Oh, and when it comes time for raises, too many of our employers are stuck in that old mindset that gives 2%, maybe 4 or 5% for "excellent" performance. (And remember how unlikely it is we'll get the "excellent" rating since our employers have already determined we're overpaid and underperforming). Do the math. If we leave and get new jobs, on average the new pay is equivalent to a 20% raise. My previous employer gave me a year-end bonus equal to one day's pay (before taxes) and a raise of under 2% at my annual review. I had a job offer for 25% more money before I'd even gotten the first paycheck to reflect that 2% raise.

Is there anything that makes us want to stay in a job under those circumstances? The latest brilliant scheme is the stock option. You know what? Stock options don't work either. Because in spite of the carrot we still have to put up with the same management that doesn't respect us, thinks we're overpaid, won't let us make decisions, and takes credit for the work we do. The only way stock options really work is if your employee number is low enough that there's nobody who's your boss except the president of the company. Well, there's one other way, and that's if you're hired in right before the IPO and given tons of options for the sole purpose of fixing the stuff that bad management did wrong. Otherwise, the value of your options is probably low enough that you can still be bought by another employer.

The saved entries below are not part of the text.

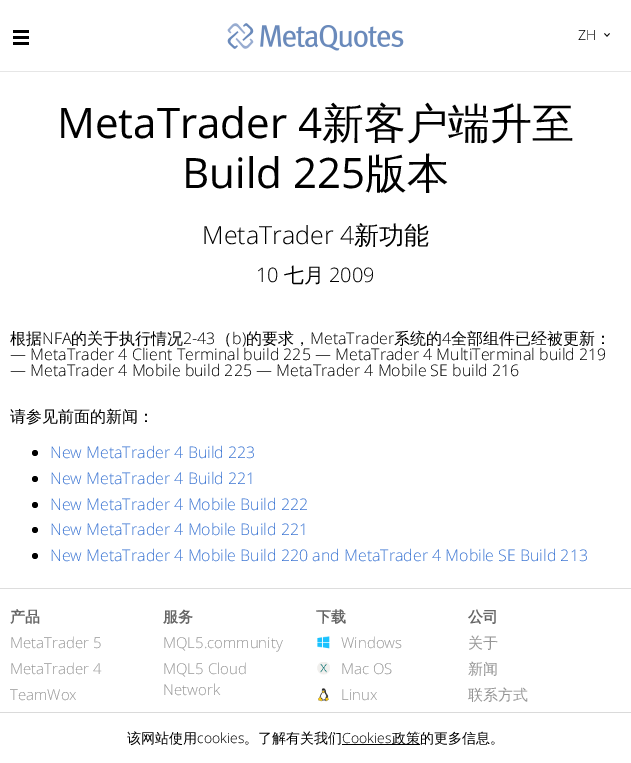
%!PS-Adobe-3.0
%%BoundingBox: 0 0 631 763
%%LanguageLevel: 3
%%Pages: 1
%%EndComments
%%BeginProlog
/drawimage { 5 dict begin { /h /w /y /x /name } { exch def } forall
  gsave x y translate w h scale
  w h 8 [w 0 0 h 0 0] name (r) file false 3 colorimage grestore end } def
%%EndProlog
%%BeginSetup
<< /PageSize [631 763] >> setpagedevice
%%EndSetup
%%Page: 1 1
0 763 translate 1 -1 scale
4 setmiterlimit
1 setgray
0 0 631 763 rectfill
0 setgray
13 30 16 3 rectfill
13 36 16 3 rectfill
13 42 16 3 rectfill
(images/1.raw) 227 23 177 28 drawimage
(images/2.raw) 604 33 6 4 drawimage
0.902 setgray
0 71 631 1 rectfill
0 setgray
newpath 35 453 3 0 360 arc closepath fill
newpath 35 479 3 0 360 arc closepath fill
newpath 35 505 3 0 360 arc closepath fill
newpath 35 530 3 0 360 arc closepath fill
newpath 35 556 3 0 360 arc closepath fill
0.867 setgray
0 588 631 1 rectfill
(images/3.raw) 317 636 13 13 drawimage
(images/4.raw) 317 662 13 13 drawimage
(images/5.raw) 318 688 11 14 drawimage
0.855 setgray
0 712 631 1 rectfill
0 setgray
342 744 78 1 rectfill
/OpenSans-Light [14 0 0 -14 0 0] selectfont
578 40 moveto (ZH) show
/OpenSans-Regular [42 0 0 -42 0 0] selectfont
57 138 moveto (MetaTrader 4) show
/WenQuanYiZenHei-Medium [42 0 0 -42 0 0] selectfont
322 138 moveto (新客户端升至) show
/OpenSans-Regular [42 0 0 -42 0 0] selectfont
182 188 moveto (Build 225) show
/WenQuanYiZenHei-Medium [42 0 0 -42 0 0] selectfont
365 188 moveto (版本) show
/OpenSans-Light [25 0 0 -25 0 0] selectfont
202 244 moveto (MetaTrader 4) show
/WenQuanYiZenHei-Medium [25 0 0 -25 0 0] selectfont
354 244 moveto (新功能) show
/OpenSans-Light [20 0 0 -20 0 0] selectfont
256 282 moveto (10) show
/WenQuanYiZenHei-Medium [20 0 0 -20 0 0] selectfont
284 282 moveto (七月) show
/OpenSans-Light [20 0 0 -20 0 0] selectfont
329 282 moveto (2009) show
/WenQuanYiZenHei-Medium [16 0 0 -16 0 0] selectfont
10 344 moveto (根据) show
/OpenSans-Light [16 0 0 -16 0 0] selectfont
42 344 moveto (NFA) show
/WenQuanYiZenHei-Medium [16 0 0 -16 0 0] selectfont
71 344 moveto (的关于执行情况) show
/OpenSans-Light [16 0 0 -16 0 0] selectfont
183 344 moveto (2-43) show
/WenQuanYiZenHei-Medium [16 0 0 -16 0 0] selectfont
216 344 moveto (（) show
/OpenSans-Light [16 0 0 -16 0 0] selectfont
232 344 moveto (b\)) show
/WenQuanYiZenHei-Medium [16 0 0 -16 0 0] selectfont
246 344 moveto (的要求，) show
/OpenSans-Light [16 0 0 -16 0 0] selectfont
310 344 moveto (MetaTrader) show
/WenQuanYiZenHei-Medium [16 0 0 -16 0 0] selectfont
394 344 moveto (系统的) show
/OpenSans-Light [16 0 0 -16 0 0] selectfont
442 344 moveto (4) show
/WenQuanYiZenHei-Medium [16 0 0 -16 0 0] selectfont
451 344 moveto (全部组件已经被更新：) show
/OpenSans-Light [16 0 0 -16 0 0] selectfont
10 360 moveto (— MetaTrader 4 Client Terminal build 225 — MetaTrader 4 MultiTerminal build 219) show
10 376 moveto (— MetaTrader 4 Mobile build 225 — MetaTrader 4 Mobile SE build 216) show
/WenQuanYiZenHei-Medium [16 0 0 -16 0 0] selectfont
10 422 moveto (请参见前面的新闻：) show
/OpenSans-Light [16 0 0 -16 0 0] selectfont
0.231 0.459 0.827 setrgbcolor
50 458 moveto (New MetaTrader 4 Build 223) show
50 484 moveto (New MetaTrader 4 Build 221) show
50 510 moveto (New MetaTrader 4 Mobile Build 222) show
50 535 moveto (New MetaTrader 4 Mobile Build 221) show
50 561 moveto (New MetaTrader 4 Mobile Build 220 and MetaTrader 4 Mobile SE Build 213) show
/WenQuanYiZenHei-Bold [15 0 0 -15 0 0] selectfont
0.4 setgray
10 622 moveto (产品) show
/OpenSans-Light [15 0 0 -15 0 0] selectfont
0.584 setgray
10 648 moveto (MetaTrader 5) show
10 674 moveto (MetaTrader 4) show
10 700 moveto (TeamWox) show
/WenQuanYiZenHei-Bold [15 0 0 -15 0 0] selectfont
0.4 setgray
163 622 moveto (服务) show
/OpenSans-Light [15 0 0 -15 0 0] selectfont
0.584 setgray
163 648 moveto (MQL5.community) show
163 674 moveto (MQL5 Cloud) show
163 695 moveto (Network) show
/WenQuanYiZenHei-Bold [15 0 0 -15 0 0] selectfont
0.4 setgray
316 622 moveto (下载) show
/OpenSans-Light [15 0 0 -15 0 0] selectfont
0.584 setgray
341 648 moveto (Windows) show
341 674 moveto (Mac OS) show
341 700 moveto (Linux) show
/WenQuanYiZenHei-Bold [15 0 0 -15 0 0] selectfont
0.4 setgray
468 622 moveto (公司) show
/WenQuanYiZenHei-Medium [15 0 0 -15 0 0] selectfont
0.584 setgray
468 648 moveto (关于) show
468 674 moveto (新闻) show
468 700 moveto (联系方式) show
/WenQuanYiZenHei-Medium [14 0 0 -14 0 0] selectfont
0 setgray
127 743 moveto (该网站使用) show
/OpenSans-Light [14 0 0 -14 0 0] selectfont
197 743 moveto (cookies) show
/WenQuanYiZenHei-Medium [14 0 0 -14 0 0] selectfont
244 743 moveto (。了解有关我们) show
/OpenSans-Light [14 0 0 -14 0 0] selectfont
342 743 moveto (Cookies) show
/WenQuanYiZenHei-Medium [14 0 0 -14 0 0] selectfont
392 743 moveto (政策的更多信息。) show
showpage
%%EOF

Oh, and management doesn't see all this as a retention problem, they see it as a hiring problem. Since they've already decided that they people they have working for them are overpaid, underqualified, and hard to manage, they don't think it's significant that those same people are leaving. At the same time, they can't hire new people fast enough, can't pay them enough, and end up hiring more overpaid and underqualified staff. Lather, rinse, repeat. They don't perform exit interviews (or if they do, they don't do anything with the results) and find out why it is their door is revolving at such high speed. They've already decided that the problem is the employees, not the management. "Due to the large number of staff departures, no bonuses will be given this quarter."

So Generation X employees quit their jobs all the time because their employers aren't giving them any reasons to stay. While the employers may think we're overpaid as it stands now, every time we leave we make more money. While the employers don't think we're worthy of promotion, every time we jump ship we gain a rank on the other side. While the employers don't give retention bonuses or raises, we often get signing bonuses for joining up with new companies. And while the employers might give stock options, there's always the chance somewhere else that we'll be taken seriously, treated with respect, and given credit for jobs well done. Our employers have proven to us that they have no intention of doing any of those.

That's why Johnny won't keep his job.